Since the arguments to virFirewallAddRule are inherantly
tied to the specific firewall command, we shoudl probably
just admit this in the API. IOW, rename

typedef enum {
     VIR_FIREWALL_LAYER_ETHERNET,
     VIR_FIREWALL_LAYER_IPV4,
     VIR_FIREWALL_LAYER_IPV6,

     VIR_FIREWALL_LAYER_LAST,
} virFirewallLayer;

to

typedef enum {
     VIR_FIREWALL_TOOL_EBTABLES,
     VIR_FIREWALL_TOOL_IPTABLES,
     VIR_FIREWALL_TOOL_IP6TABLES,

     VIR_FIREWALL_TOOL_LAST,
} virFirewallTool;

at which point we can just add

   VIR_FIREWALL_TOOL_NFTABLES

Now we don't need any global config in firewall.c to select between
nftables and traditional xtables commands - it is always explicitly
given by the caller

But the "layer" still needs to be conveyed in some way because it 
conveys important information about the rule - the same rule could be 
used for IPv6 or IPv4, and the way we give that information now is via 
"layer" in the args when adding a rule.
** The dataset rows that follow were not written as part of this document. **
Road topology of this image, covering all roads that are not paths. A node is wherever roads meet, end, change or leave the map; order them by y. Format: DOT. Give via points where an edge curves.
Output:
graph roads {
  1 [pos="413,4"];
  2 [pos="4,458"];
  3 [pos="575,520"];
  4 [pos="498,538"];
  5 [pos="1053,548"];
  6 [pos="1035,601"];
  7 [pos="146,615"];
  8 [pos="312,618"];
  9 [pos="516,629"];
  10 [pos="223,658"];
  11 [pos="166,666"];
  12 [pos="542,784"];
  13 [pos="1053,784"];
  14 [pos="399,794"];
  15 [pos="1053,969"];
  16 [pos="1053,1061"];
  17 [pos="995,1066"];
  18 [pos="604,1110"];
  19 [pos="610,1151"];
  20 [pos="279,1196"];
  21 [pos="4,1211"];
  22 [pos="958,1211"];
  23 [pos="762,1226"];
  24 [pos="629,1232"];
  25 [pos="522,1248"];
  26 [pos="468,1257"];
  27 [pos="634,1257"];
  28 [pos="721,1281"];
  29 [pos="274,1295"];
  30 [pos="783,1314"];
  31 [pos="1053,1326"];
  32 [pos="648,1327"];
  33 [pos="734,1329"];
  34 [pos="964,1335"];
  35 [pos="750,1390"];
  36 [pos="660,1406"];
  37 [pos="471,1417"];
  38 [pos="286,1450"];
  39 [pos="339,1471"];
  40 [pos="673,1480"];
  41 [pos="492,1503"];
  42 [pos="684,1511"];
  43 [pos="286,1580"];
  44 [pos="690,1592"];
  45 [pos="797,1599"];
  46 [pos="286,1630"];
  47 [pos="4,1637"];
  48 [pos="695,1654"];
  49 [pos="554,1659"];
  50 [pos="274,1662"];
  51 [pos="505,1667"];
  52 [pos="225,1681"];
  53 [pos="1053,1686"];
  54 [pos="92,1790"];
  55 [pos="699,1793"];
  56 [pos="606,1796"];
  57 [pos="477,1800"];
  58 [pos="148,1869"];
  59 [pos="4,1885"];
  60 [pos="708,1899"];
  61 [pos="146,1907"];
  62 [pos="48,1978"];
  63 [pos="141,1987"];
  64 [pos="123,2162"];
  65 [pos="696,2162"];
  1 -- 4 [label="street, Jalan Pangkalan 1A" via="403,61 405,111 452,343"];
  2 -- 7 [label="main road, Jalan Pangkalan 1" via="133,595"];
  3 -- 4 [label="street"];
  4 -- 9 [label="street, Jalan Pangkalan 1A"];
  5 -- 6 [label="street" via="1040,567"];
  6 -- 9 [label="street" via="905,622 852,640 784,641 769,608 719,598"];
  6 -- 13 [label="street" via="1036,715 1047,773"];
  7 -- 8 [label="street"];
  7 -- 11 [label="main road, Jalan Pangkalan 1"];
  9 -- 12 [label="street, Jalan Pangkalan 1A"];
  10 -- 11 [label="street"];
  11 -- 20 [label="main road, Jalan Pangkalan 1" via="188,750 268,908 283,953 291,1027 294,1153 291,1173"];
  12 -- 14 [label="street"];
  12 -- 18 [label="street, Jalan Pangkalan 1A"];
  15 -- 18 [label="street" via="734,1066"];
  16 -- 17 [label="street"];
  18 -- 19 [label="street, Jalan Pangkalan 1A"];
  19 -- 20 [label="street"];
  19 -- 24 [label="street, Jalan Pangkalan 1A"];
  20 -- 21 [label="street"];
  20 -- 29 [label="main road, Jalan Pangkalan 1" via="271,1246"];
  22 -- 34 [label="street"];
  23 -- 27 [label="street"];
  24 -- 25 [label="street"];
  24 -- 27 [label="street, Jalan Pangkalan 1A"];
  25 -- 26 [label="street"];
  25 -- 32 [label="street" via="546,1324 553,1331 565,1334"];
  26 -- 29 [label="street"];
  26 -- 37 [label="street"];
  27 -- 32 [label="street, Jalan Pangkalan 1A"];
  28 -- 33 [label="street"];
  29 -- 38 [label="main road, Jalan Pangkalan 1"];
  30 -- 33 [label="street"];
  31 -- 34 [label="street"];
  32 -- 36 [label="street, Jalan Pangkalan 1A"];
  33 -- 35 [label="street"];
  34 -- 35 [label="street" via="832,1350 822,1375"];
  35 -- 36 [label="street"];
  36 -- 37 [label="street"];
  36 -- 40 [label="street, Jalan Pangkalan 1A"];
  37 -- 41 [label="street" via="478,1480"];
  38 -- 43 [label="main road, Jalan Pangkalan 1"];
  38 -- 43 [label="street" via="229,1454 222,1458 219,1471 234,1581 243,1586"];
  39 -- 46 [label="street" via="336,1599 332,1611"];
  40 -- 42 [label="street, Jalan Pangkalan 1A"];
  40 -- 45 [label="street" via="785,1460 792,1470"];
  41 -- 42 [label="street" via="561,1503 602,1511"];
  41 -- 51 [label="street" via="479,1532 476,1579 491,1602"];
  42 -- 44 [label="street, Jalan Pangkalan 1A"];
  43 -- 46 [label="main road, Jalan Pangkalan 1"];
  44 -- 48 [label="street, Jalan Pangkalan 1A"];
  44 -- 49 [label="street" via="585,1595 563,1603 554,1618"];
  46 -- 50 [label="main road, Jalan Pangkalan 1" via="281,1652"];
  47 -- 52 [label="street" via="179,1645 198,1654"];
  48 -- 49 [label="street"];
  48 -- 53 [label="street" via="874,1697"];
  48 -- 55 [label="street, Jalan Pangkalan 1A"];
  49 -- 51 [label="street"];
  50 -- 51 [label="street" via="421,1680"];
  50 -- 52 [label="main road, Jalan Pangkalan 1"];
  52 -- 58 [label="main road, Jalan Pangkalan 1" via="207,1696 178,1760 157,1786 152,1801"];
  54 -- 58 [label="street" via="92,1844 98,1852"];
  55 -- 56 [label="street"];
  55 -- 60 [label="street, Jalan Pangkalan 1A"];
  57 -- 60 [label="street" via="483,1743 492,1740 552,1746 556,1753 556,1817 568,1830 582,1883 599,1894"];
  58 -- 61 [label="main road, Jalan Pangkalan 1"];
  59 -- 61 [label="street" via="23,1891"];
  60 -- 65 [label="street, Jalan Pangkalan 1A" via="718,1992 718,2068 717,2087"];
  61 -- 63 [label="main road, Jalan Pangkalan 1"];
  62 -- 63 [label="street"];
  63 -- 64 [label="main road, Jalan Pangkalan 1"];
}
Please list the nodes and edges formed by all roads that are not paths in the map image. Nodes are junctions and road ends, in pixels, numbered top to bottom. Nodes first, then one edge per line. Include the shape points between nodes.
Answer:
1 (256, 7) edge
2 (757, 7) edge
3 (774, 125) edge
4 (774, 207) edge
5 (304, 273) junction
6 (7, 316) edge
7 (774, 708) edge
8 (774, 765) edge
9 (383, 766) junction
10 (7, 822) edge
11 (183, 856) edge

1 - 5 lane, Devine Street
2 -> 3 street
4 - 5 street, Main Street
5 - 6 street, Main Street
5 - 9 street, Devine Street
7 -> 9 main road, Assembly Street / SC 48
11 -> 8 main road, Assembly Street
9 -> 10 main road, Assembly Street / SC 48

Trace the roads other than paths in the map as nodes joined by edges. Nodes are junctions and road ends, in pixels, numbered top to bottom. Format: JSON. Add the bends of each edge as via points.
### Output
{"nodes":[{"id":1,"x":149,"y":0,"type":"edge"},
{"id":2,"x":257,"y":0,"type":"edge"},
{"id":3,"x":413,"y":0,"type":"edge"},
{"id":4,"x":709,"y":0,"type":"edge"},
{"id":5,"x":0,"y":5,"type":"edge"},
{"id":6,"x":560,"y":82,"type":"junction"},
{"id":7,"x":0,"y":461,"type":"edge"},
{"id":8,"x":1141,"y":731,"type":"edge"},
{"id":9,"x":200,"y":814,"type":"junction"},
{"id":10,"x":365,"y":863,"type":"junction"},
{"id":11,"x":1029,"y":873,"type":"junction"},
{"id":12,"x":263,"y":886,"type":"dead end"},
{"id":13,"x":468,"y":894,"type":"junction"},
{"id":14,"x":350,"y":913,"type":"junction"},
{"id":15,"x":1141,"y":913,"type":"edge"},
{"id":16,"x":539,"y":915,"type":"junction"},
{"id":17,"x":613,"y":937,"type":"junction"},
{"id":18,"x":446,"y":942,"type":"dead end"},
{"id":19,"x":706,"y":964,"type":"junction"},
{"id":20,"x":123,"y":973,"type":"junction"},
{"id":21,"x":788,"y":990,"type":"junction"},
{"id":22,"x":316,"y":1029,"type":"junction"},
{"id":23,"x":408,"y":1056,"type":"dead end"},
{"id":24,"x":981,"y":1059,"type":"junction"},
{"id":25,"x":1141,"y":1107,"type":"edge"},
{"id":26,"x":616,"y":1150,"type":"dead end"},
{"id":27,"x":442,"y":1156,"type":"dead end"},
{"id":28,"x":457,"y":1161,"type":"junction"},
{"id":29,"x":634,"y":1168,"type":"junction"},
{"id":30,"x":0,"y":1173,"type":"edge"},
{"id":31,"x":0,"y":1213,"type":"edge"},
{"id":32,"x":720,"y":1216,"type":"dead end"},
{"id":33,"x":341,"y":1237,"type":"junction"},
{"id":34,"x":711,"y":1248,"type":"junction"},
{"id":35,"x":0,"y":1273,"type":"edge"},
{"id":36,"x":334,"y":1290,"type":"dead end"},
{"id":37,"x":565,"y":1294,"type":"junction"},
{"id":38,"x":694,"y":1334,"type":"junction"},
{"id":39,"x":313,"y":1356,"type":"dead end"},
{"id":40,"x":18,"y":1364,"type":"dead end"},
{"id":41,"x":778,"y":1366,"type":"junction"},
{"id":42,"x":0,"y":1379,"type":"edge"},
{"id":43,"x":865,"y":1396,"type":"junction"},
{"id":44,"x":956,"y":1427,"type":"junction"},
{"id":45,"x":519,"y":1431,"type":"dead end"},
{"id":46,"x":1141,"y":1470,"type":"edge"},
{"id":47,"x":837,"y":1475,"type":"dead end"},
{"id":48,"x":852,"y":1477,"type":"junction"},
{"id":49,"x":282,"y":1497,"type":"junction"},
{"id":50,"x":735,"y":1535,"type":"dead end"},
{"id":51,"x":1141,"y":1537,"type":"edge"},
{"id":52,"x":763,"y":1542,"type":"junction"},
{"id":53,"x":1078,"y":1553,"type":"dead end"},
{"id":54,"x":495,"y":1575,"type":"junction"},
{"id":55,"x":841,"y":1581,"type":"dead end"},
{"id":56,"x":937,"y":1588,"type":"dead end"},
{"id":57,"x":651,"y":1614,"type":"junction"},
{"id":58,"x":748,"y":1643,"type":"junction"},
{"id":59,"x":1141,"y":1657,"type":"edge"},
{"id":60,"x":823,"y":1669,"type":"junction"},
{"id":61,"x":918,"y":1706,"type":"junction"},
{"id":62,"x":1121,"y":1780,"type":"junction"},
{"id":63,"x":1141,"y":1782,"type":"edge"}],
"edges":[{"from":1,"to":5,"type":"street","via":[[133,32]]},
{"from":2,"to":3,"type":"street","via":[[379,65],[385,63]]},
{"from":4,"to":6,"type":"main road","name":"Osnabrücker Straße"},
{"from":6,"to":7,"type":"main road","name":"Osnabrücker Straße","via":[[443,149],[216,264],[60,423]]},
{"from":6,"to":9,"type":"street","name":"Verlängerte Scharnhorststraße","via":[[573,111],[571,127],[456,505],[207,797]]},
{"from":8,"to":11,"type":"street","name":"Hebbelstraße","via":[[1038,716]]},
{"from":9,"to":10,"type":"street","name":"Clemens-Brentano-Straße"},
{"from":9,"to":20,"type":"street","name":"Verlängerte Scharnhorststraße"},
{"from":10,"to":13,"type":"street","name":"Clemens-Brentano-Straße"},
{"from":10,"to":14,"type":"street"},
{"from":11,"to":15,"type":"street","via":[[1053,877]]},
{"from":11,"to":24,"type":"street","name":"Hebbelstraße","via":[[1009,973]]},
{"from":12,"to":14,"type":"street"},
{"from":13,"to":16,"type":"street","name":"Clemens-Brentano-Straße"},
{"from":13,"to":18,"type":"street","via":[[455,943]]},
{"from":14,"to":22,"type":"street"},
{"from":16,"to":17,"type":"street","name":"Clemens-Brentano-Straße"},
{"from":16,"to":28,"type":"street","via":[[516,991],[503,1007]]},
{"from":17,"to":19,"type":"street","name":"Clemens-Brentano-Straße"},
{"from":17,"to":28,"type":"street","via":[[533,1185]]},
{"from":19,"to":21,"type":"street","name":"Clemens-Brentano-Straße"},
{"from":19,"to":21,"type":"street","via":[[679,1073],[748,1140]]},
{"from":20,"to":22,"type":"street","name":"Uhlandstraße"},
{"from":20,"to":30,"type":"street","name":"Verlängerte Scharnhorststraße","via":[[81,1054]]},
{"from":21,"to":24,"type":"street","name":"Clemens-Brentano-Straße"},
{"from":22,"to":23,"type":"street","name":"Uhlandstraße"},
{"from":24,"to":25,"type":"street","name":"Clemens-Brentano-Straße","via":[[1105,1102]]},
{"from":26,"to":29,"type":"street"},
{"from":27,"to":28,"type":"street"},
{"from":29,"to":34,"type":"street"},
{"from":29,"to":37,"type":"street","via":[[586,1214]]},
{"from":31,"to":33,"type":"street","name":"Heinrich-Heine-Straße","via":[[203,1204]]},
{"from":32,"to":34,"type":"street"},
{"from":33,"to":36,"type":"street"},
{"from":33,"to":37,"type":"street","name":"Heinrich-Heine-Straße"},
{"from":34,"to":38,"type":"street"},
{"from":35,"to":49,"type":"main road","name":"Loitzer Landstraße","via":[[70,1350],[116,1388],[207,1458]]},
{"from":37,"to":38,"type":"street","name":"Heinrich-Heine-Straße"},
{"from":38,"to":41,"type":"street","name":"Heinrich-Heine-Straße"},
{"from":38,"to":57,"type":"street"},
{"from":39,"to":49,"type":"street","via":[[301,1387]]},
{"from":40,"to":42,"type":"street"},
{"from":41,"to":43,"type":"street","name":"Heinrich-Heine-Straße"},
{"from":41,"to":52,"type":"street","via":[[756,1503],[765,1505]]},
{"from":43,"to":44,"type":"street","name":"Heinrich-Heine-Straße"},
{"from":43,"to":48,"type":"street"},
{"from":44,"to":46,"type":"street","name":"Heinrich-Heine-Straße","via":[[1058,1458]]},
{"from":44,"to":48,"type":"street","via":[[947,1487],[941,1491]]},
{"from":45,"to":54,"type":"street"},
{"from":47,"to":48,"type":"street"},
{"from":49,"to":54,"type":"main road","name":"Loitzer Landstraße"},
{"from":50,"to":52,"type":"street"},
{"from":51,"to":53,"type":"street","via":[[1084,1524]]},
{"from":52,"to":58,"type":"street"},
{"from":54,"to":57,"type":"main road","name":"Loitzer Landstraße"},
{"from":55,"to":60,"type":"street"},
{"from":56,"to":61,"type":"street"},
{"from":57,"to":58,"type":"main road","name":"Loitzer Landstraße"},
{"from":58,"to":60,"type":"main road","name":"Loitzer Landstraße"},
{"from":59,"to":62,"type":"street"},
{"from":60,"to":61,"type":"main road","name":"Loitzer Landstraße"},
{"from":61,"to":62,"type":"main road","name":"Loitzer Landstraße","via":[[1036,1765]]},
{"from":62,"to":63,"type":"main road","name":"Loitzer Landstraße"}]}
If we changed the meaning of 
layer, then we would just need to add a different arg in its place for 
the old meaning, so there's really no gain.

The way I'm dealing with this in the first pass is to replace all the 
"iptablesBlahRules" calls with "virNetfilterBlahRules", which are 
backend-agnostic functions that use the backend setting in the 
virFirewall object they're operating on (set in virFirewallNew) to call 
either the old iptablesBlahRules() or a new virNftablesBlahRules(). Then 
when virFirewallApply() is called, the backend is checked to determine 
which command to add to the list of args (in the case of iptables it 
will be either iptables/ip6tables/ebtables depending on the layer, and 
in the case of nftables it will always be nft, but a family will need to 
be added (or maybe substituted) into the middle of the args depending on 
whether its ipv4 or ipv6 - this is slightly ugly but minimizes changes 
required to the nwfilter code (and will be eliminated as part of 
supporting nftables in nwfilter).

Eventually, 1) virFirewallApply() should create a file containing all 
the rules and call nft once with that file rather than calling it over 
and over with each individual rule, 2) it should use the dbus API for 
nftables rather than the nft command, and 3) the virFirewallRule object 
should become more intelligent - rather than being just a list of 
backend-specific args, it can be an abstract representation of a rule, 
so that all the "add rules" functions can be unified (no separate 
functions for iptables vs nftables), and then the final 
virFirewallApply() would create the backend-specific set of args for 
each rule.

(1) (and/or possibly (2) should happen right away, while (3) can only be 
done as a part of converting nwfilter to support the nftables backend.